Department of Surgery, University of Heidelberg, Heidelberg 69120, Germany.
J Immunother. 2010 Feb-Mar;33(2):219-24. doi: 10.1097/CJI.0b013e3181bed29f.
Pancreatic adenocarcinoma as an aggressive tumor still lacks specific markers. Resection offers the only potential cure, and earlier diagnosis could benefit many patients. Here, we analyzed siC3b as a potential diagnostic marker. Soluble iC3b is generated in the fluid phase after binding of autoantibodies to tumor cells and subsequent inactivation of the complement cascade by interaction with complement regulatory proteins. Two hundred thirty-two plasma samples from patients with adjuvant treatment after resection, from healthy volunteers, and from vulnerable patients were collected prospectively and analyzed for siC3b. Every 3 months, the patients underwent imaging and the results from siC3b enzyme-linked immunosorbent assay were categorized according to radiologically defined recurrence within 4 months after blood withdrawal. Furthermore, the regulatory factors of the complement system were analyzed in tumor cells and in urine. The most important finding was that up to 4 months before radiologically defined recurrence, siC3b plasma level is increased with a sensitivity and specificity resulting in an area under the curve of 0.85, which could be further increased by combining it with CA19.9 (area under the curve=0.92). Complement regulatory proteins are highly expressed in pancreatic carcinoma cells and detectable in the patient's urine. In summary, screening for siC3b in patients with an increased risk for pancreatic ductal adenocarcinoma (patients with chronic pancreatitis, hereditary pancreatitis, after curative resection, and patients with a variety of familial cancer syndromes) allows for early detection with high sensitivity, as siC3b plasma levels are increased up to 4 months before radiologic evidence. Sensitivity could be further increased by combining this approach with CA19.9.

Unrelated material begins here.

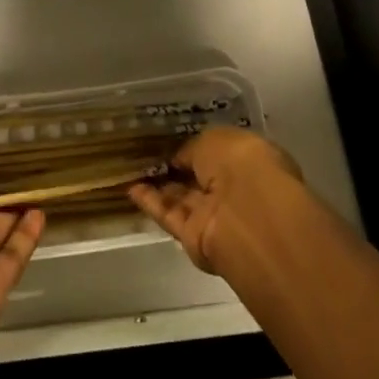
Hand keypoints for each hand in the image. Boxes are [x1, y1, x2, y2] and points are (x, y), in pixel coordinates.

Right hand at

胰腺导管腺癌是一种侵袭性肿瘤,目前仍缺乏特异性标志物。手术切除是唯一可能治愈的方法,早期诊断可以使许多患者受益。在这里,我们分析了 siC3b 作为一种潜在的诊断标志物。可溶性 iC3b 是在自身抗体与肿瘤细胞结合后,在液相中产生的,随后通过与补体调节蛋白相互作用使补体级联失活。前瞻性收集了 232 例接受辅助治疗后、来自健康志愿者和易患患者的血浆样本,并分析了 siC3b。每 3 个月,对患者进行影像学检查,并根据采血后 4 个月内影像学定义的复发情况对 siC3b 酶联免疫吸附试验的结果进行分类。此外,还分析了肿瘤细胞和尿液中补体系统的调节因子。最重要的发现是,在影像学定义的复发前长达 4 个月,siC3b 血浆水平升高,其灵敏度和特异性导致曲线下面积为 0.85,如果与 CA19.9 结合使用,则可以进一步提高(曲线下面积为 0.92)。补体调节蛋白在胰腺癌细胞中高度表达,并可在患者尿液中检测到。总之,对胰腺导管腺癌高危患者(慢性胰腺炎、遗传性胰腺炎、根治性切除术后患者和多种家族性癌症综合征患者)进行 siC3b 筛查可实现早期检测,具有较高的灵敏度,因为 siC3b 血浆水平在影像学证据出现前 4 个月就会升高。通过将这种方法与 CA19.9 结合使用,可以进一步提高灵敏度。